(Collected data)
------------
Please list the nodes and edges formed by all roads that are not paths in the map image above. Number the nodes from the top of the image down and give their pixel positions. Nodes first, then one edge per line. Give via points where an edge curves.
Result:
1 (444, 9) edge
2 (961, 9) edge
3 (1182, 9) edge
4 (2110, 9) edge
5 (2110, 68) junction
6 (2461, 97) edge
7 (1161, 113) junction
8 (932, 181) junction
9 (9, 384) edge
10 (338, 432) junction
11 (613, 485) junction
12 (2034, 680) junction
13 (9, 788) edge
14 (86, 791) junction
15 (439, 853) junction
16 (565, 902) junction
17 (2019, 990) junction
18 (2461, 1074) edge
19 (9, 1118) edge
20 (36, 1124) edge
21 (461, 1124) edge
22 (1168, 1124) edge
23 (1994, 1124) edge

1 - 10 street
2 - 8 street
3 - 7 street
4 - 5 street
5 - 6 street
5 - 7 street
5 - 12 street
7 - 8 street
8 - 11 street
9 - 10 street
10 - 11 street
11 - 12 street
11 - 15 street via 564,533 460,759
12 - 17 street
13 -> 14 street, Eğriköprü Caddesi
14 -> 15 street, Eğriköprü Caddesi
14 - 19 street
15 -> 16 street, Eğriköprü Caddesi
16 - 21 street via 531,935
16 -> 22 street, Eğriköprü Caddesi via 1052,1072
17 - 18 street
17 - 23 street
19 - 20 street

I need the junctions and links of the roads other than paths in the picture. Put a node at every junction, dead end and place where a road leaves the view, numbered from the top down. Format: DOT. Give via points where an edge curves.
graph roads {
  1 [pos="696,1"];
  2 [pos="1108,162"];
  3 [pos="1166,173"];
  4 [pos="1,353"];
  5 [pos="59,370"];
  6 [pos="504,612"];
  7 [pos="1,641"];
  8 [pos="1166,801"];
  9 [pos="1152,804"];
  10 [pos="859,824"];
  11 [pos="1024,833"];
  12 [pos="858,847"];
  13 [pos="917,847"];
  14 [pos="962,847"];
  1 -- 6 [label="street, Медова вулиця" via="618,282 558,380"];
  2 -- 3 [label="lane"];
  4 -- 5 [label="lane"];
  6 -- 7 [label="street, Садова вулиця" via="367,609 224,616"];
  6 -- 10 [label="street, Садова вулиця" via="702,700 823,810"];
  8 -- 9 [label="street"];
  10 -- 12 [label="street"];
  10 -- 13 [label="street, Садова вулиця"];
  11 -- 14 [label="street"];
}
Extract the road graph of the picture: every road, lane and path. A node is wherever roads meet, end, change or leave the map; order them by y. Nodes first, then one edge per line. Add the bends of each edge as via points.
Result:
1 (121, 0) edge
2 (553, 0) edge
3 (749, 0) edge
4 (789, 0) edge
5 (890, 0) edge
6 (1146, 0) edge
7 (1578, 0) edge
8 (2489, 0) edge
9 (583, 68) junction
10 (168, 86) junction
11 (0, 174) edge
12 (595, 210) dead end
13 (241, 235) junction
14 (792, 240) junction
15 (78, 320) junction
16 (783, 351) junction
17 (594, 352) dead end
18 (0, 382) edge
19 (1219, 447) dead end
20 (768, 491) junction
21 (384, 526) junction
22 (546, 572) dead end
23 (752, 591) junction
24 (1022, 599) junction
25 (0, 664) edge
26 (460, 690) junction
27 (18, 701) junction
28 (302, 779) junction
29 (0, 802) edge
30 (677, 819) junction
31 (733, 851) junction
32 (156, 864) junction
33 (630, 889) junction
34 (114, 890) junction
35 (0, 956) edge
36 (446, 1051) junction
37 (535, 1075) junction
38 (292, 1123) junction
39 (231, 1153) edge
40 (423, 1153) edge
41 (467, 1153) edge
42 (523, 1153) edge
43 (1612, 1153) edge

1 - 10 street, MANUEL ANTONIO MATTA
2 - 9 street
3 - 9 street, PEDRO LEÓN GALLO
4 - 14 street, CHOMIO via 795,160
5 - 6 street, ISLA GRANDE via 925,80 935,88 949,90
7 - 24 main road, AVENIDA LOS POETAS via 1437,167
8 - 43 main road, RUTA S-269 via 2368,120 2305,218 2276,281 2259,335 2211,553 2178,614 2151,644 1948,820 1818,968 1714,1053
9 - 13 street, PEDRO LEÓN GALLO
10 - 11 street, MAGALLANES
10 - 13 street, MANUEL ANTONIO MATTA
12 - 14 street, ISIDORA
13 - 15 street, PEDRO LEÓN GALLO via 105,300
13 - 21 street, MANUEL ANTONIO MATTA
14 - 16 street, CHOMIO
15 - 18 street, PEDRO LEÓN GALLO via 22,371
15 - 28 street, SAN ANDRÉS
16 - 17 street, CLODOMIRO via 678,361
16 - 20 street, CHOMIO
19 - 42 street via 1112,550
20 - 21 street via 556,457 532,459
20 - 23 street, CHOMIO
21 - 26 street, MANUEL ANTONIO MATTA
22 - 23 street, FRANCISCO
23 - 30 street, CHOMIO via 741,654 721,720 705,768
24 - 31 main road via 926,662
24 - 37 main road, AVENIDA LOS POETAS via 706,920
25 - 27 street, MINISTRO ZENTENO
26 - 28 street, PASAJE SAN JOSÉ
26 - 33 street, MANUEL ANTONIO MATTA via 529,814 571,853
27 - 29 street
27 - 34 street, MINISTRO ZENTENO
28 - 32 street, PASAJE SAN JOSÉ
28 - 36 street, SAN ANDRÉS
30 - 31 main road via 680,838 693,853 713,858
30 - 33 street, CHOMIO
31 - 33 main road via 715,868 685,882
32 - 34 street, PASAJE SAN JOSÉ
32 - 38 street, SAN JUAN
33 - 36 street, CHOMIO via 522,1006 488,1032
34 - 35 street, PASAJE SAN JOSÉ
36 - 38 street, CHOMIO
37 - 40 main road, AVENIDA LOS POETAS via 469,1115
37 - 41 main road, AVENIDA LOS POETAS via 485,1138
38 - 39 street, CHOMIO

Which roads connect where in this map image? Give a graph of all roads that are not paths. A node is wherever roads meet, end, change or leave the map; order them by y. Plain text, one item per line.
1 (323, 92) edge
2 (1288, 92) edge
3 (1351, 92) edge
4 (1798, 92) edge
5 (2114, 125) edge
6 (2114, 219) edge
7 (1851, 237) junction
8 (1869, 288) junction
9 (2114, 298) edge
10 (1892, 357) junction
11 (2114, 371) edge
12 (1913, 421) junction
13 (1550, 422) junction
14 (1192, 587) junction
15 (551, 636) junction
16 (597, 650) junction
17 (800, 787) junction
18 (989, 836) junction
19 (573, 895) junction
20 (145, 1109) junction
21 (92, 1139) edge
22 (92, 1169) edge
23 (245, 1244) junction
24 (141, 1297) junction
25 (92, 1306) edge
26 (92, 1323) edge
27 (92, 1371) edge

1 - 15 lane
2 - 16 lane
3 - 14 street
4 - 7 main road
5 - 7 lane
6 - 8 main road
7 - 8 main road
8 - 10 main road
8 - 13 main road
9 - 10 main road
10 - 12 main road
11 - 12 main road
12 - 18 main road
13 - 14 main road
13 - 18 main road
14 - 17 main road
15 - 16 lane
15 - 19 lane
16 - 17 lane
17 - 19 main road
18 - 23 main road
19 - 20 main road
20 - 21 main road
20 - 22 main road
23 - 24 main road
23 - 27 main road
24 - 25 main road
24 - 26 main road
------------
Provide only the number of lines in the records containing the string "PEDRO".

4